I decided to look in a bit more detail at the work of Henry Moore. There is a wonderful portrait of him by John Hedgecoe at


From Grove Art Online

“Generally acknowledged as the most important British sculptor of the 20th century, he took the human figure as his central subject-matter throughout his career.”

One of the first sources I found when researching this piece was from the BBC Archive. It is a television programme from 1951and is a fascinating study of Moore’s work and views up to that point.


What I liked straight away on the web page was the quotation from Moore at the top:

 “Art is the expression of imagination and not the imitation of life.”

Other programmes are also available in the archive including a two part documentary from 1998 marking the centenary of his birth.



I went to study some of Moore’s work at the Sainsbury Centre for Visual Arts and will annotate them in due course.

m_IMG_2159 m_IMG_2163 m_IMG_2160 m_IMG_2182 m_IMG_2165 m_IMG_2173

There are also some smaller figures of his inside the Centre.

I found it interesting to study these sculptures, walking around them and viewing from different angles gave a different insight. The figure in two parts was intriguing in that from some angles it was obviously two different parts to the sculpture, but from certtain angles viewed from either end it appeared to be a single piece.

Exercise: Reflecting on abstract expressionism

To what extent does a concern with elemental humanity represent a reaction to the cataclysmic events of 1939-45?

 The events of 1939-45 are bound to have an effect on the artists practicing in the period immediately following the 2nd world war. Indeed not just those events but also those of the first world war. Prior to that time artists like the Vorticists, futurists and suprematists were preoccupied with the power of machines and the ability of man to take control of his future.

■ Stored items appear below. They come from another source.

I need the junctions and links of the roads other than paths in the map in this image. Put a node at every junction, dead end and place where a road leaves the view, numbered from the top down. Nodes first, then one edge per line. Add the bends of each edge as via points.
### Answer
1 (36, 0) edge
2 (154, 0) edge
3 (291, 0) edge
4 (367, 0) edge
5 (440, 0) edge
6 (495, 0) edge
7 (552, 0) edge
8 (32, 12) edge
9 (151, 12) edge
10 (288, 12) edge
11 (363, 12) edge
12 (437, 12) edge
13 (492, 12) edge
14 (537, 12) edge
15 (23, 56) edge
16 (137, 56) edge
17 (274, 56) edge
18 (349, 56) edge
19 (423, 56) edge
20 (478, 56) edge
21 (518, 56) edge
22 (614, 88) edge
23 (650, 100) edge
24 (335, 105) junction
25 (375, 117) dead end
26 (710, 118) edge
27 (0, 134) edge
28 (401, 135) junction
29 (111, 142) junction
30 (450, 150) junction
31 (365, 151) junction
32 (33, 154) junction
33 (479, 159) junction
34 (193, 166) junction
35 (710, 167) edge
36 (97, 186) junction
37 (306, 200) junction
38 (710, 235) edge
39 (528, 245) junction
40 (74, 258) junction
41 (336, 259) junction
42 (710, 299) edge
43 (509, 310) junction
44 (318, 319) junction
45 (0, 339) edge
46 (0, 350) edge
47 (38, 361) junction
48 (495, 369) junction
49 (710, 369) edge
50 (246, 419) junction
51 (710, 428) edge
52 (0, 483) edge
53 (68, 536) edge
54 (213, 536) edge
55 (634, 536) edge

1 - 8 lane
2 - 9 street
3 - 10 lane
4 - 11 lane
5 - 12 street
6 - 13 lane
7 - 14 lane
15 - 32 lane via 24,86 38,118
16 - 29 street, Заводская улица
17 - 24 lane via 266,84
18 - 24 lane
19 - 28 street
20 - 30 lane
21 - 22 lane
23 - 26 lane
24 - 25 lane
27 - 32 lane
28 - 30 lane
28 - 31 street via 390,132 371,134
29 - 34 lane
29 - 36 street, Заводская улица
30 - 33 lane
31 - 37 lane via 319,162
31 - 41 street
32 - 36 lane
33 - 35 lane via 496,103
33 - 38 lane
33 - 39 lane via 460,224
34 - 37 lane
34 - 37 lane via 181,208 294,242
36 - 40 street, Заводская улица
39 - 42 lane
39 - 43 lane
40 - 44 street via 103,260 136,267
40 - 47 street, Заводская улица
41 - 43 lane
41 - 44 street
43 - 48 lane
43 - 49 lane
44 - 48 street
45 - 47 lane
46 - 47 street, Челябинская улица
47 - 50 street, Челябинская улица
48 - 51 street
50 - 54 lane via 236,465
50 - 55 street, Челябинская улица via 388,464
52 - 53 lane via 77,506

The events and destruction of 2 world wars in just over 30 years must have affected all western artists of the time. That could be those living in the parts of the world directly affected by conflict or the other parts of the world, not directly affected, but who witnessed the destruction from afar. Or those who were displaced to another country because of the conflict.

Barnett Newman wrote that the war “has robbed us of our hidden terror, as terror can only exist if the forces of tragedy are unknown. We now know the terror to expect. Hiroshima showed it to us.”

How individual artists reacted to the events of 1939-45 will vary according to the artist concerned. No one can really doubt the concern expressed by Picasso in his response to events in Guernica. For other artists the expression of such concern may not be as obvious.


Does it matter if viewers of art works ‘miss the point’ provided that they take something from it?

If the viewer’s do ‘miss the point’ then does this represent a failure on the part of the artist?If the painting does not convey what the artist intended can it be a successful work of art? Is it a masterpiece if viewers take away a feeling, emotion or viewpoint entirely opposite to that the artist was trying to convey? If viewers appreciate a painting and are enriched by having seen it then maybe that can be regarded as successful even if it is not the same as the artist’s intention.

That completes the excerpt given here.